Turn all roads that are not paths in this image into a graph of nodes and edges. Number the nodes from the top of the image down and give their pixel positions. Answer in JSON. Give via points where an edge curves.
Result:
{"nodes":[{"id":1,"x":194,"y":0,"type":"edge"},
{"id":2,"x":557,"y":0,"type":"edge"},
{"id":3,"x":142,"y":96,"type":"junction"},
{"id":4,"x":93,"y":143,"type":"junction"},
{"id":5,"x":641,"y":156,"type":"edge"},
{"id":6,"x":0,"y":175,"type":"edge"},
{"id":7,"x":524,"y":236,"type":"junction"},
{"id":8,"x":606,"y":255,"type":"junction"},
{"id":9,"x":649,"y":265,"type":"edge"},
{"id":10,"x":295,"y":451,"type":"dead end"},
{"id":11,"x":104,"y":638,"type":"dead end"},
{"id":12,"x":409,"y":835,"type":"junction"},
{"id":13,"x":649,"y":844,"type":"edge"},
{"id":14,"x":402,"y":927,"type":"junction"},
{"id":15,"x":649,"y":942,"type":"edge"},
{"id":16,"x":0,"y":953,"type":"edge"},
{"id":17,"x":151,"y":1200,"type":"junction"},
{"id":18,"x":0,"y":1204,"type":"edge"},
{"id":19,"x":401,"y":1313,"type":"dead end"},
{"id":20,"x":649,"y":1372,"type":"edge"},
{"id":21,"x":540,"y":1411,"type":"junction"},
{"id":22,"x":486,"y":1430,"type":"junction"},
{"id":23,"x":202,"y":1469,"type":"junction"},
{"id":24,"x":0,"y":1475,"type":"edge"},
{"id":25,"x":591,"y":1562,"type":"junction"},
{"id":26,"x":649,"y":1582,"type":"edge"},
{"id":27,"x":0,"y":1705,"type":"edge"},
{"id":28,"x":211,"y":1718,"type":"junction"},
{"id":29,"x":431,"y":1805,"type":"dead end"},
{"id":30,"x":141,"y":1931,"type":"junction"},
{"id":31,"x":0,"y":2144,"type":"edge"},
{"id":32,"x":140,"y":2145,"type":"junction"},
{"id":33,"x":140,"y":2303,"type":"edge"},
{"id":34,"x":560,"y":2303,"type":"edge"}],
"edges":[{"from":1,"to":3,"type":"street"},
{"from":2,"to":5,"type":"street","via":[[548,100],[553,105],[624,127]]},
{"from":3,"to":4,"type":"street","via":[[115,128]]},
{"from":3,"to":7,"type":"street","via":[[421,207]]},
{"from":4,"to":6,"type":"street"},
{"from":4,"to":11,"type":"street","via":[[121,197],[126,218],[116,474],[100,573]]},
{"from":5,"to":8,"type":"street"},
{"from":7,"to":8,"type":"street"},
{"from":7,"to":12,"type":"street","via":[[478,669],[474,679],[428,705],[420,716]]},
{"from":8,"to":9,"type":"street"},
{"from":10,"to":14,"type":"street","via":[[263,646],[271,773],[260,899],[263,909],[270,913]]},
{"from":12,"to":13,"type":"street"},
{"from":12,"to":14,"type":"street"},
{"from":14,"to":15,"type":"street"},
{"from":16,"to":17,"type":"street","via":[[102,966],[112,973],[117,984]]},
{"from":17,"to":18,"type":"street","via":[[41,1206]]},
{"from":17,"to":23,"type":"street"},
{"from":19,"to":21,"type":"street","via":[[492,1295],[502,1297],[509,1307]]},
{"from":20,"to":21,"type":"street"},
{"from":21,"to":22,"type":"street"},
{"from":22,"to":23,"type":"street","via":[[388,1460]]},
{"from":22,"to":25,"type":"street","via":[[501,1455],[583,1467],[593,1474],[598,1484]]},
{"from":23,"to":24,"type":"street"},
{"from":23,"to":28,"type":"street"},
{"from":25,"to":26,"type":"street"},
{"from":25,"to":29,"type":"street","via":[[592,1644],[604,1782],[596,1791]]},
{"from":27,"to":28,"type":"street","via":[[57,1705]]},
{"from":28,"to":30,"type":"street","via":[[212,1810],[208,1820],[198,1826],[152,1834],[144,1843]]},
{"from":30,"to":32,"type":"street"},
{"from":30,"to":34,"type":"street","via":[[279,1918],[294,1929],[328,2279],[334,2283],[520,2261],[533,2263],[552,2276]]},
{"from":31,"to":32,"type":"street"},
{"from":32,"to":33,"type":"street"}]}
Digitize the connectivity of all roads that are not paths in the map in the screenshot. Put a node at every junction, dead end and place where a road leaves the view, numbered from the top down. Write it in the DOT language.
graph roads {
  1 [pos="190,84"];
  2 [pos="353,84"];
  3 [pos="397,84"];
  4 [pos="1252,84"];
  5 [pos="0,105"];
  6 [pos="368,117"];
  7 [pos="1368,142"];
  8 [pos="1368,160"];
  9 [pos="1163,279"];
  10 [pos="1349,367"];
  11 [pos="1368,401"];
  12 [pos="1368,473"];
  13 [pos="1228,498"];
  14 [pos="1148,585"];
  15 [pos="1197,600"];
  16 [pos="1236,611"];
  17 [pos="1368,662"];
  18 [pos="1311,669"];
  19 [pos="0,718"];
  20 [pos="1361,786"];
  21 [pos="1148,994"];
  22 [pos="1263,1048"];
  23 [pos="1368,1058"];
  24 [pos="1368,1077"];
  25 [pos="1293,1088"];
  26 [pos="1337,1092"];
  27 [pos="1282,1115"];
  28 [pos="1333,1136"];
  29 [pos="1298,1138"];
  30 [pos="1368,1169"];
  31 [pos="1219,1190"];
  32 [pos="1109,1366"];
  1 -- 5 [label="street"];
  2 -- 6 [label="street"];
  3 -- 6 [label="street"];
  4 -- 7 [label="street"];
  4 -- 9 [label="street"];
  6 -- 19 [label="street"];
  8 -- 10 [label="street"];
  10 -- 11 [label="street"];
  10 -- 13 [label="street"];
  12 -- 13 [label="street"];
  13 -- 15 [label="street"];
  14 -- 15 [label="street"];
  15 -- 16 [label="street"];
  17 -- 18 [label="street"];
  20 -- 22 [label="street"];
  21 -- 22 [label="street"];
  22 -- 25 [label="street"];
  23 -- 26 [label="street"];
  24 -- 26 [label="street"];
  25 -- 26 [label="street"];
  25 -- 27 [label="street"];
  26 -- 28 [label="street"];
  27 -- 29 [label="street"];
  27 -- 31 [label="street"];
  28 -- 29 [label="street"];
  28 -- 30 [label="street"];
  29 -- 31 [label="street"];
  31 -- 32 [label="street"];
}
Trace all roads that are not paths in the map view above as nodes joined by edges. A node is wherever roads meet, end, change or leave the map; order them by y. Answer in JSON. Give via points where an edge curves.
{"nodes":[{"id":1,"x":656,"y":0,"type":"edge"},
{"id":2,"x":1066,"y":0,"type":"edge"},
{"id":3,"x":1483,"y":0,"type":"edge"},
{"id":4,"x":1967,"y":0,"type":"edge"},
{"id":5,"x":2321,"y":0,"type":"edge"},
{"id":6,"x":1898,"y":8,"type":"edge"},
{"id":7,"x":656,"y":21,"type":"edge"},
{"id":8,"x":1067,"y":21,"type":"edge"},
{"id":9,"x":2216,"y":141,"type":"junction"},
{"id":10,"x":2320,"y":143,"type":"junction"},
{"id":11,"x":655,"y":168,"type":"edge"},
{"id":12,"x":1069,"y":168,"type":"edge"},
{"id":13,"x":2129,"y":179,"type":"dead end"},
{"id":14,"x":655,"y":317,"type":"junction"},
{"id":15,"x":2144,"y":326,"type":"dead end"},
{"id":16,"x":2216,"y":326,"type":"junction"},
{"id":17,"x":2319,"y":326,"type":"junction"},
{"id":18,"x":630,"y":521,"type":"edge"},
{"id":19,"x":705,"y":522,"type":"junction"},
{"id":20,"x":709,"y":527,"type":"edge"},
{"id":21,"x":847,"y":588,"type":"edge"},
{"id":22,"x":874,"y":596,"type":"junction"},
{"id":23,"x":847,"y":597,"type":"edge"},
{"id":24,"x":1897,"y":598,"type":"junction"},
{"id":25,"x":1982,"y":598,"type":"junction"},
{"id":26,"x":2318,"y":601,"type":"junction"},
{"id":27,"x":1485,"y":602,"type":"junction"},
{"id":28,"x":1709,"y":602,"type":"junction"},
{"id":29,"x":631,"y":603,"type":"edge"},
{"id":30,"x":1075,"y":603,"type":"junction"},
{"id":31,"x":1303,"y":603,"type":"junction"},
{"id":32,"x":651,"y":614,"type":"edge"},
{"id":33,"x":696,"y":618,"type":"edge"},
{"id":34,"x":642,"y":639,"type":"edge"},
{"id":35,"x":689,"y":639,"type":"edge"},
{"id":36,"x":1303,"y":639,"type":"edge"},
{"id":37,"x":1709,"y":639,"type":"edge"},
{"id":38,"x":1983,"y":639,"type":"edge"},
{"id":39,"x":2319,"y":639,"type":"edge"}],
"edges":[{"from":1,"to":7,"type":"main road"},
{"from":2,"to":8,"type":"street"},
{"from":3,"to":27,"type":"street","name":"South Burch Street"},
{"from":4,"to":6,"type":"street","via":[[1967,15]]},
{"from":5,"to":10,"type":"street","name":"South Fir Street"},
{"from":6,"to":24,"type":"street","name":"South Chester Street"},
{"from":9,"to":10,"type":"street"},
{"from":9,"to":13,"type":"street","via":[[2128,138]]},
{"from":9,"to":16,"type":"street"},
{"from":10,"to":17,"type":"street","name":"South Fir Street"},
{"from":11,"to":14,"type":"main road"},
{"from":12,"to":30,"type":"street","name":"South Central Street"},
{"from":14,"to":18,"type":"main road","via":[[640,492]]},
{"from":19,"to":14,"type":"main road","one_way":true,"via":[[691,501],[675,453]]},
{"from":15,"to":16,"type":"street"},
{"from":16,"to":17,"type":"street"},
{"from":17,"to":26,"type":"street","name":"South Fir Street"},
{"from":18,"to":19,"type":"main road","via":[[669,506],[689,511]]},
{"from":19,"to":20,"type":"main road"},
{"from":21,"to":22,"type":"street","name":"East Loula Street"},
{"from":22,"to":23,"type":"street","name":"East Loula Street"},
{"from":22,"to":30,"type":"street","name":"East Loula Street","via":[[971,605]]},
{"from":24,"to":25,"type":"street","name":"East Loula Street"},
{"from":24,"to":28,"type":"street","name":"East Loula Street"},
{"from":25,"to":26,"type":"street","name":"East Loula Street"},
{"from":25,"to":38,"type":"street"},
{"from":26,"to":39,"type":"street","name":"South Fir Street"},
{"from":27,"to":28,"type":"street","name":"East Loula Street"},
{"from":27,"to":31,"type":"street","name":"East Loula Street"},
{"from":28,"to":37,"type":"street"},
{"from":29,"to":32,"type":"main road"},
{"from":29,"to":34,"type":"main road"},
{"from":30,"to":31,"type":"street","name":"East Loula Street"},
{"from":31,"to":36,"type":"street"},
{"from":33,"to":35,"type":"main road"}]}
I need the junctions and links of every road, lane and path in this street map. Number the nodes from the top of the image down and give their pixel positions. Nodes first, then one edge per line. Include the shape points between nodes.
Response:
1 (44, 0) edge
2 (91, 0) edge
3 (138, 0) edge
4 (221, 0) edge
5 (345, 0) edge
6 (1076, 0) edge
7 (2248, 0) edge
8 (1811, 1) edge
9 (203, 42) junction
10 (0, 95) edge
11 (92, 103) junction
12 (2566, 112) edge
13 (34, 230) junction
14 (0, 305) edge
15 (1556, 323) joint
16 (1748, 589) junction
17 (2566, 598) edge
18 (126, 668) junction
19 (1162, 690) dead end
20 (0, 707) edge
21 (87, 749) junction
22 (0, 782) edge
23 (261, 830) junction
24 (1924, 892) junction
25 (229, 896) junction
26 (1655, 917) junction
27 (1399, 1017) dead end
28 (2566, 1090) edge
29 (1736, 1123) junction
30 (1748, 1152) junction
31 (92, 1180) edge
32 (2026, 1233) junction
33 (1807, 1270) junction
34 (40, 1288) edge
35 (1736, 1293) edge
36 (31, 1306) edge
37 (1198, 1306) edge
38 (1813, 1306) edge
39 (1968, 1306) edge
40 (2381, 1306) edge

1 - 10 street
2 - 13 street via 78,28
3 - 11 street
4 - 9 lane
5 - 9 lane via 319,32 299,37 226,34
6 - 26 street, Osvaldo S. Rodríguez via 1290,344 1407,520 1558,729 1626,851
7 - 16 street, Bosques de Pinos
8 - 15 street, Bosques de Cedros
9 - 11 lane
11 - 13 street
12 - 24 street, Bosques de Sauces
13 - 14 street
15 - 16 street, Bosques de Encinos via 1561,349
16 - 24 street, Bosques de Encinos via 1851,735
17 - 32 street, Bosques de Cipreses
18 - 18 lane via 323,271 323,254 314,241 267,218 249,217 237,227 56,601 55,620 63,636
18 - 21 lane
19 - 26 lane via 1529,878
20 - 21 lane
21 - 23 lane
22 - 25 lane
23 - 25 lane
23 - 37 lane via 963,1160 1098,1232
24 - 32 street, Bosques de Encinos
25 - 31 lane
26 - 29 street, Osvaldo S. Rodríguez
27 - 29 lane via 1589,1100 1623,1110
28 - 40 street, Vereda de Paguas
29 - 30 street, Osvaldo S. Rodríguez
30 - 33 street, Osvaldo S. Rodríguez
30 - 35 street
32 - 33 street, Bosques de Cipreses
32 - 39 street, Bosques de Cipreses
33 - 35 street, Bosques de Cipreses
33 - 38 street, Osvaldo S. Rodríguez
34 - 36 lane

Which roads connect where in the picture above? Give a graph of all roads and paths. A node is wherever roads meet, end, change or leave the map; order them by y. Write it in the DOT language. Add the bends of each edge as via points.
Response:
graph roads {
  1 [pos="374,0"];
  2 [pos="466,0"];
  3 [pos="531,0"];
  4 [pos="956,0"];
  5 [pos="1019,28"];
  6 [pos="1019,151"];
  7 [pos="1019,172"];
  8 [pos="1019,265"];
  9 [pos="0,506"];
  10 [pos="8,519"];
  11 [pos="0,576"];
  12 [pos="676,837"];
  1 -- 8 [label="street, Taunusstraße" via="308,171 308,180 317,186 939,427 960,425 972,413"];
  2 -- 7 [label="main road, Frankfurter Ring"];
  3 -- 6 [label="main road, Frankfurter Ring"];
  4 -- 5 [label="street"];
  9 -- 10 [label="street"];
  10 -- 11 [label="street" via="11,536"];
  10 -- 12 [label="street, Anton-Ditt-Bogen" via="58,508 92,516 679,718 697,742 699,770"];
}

********************

In how many lines of the preceding material does the word "them" occur? Answer with the number only.

> [OUTPUT FOR THIS TASK] 2